The market reacted immediately. Before earnings, Intel’s shares were trading roughly in the high‑60s; after the report and much stronger‑than‑expected guidance for Q2 (revenue of 13.8–14.8 billion dollars and non‑GAAP EPS around 0.20), the stock ripped into the low‑80s in after‑hours and early trading, a move of close to 20% and a new multi‑decade high for a company that traded under 18 dollars less than a year ago.
Q1 2026 results
Revenue, Margin and Profit
In Q1 2026, Intel's revenue was $13.6 billion, up seven percent year-over-year from $12.7 billion in Q1 2025. More importantly, revenue was roughly $1.4 billion above the midpoint of its own outlook, which called for only $11.7 billion to $12.7 billion for Q1.

GAAP gross margin improved to 39.4 percent from 36.9 percent, and non-GAAP gross margin rose to 41 percent from 39.2 percent. This means that Intel $INTC is not only growing in revenue, but is starting to take back some of the margins it has lost dramatically over the past two years.

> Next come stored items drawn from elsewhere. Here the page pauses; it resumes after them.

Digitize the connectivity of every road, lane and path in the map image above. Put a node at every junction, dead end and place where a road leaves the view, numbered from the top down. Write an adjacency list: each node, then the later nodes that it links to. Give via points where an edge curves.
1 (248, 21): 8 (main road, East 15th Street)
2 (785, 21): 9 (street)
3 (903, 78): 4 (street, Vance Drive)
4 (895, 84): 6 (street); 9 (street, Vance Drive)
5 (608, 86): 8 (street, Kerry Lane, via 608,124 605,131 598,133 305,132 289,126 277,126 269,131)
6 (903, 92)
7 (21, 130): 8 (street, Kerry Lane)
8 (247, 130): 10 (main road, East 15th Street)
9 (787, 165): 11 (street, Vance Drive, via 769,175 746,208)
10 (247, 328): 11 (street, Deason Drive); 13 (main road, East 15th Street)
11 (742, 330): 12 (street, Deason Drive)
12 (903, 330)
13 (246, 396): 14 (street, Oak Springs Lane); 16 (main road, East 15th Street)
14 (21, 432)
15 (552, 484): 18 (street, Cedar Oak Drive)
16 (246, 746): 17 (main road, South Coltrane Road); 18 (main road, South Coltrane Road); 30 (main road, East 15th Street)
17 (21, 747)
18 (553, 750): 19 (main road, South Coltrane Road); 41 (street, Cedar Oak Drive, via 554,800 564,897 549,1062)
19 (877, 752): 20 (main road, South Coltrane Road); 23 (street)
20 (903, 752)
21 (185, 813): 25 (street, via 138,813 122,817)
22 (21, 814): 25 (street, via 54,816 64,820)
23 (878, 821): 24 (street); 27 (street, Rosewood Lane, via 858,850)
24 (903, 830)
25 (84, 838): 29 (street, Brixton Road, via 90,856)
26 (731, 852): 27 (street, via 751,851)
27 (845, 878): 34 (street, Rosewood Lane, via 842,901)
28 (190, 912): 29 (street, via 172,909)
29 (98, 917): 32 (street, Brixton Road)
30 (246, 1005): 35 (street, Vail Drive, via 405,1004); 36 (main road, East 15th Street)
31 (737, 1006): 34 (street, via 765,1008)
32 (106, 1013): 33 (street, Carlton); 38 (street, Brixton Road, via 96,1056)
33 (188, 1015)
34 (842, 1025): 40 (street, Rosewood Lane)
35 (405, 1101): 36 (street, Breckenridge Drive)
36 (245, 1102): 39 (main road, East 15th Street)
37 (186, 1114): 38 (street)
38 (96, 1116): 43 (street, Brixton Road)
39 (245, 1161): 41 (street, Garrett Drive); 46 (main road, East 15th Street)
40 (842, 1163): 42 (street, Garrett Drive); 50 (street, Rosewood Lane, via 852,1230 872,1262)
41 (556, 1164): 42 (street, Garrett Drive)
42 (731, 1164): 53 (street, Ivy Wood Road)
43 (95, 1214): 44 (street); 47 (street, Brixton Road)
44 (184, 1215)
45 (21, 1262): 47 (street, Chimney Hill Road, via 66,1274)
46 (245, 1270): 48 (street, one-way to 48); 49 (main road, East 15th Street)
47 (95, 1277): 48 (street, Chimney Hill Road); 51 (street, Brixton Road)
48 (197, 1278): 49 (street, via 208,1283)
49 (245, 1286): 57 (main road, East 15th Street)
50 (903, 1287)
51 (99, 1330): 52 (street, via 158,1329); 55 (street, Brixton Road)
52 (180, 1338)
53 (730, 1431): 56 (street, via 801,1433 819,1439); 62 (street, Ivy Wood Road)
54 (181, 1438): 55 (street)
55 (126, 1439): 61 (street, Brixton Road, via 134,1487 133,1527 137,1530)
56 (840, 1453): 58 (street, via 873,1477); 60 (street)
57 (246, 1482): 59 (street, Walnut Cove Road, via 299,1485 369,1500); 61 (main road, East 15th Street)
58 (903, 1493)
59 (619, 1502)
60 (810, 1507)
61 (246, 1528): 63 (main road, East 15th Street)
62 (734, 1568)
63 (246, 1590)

On a GAAP basis, operating margin is still deep in negative territory at minus 23.1 percent versus minus 2.4 percent last year. This is due to large write-downs, restructuring costs and effects around the Altera separation. On an adjusted basis, however, the picture looks different. Non-GAAP operating margin is 12.3 percent, more than double last year's 5.4 percent.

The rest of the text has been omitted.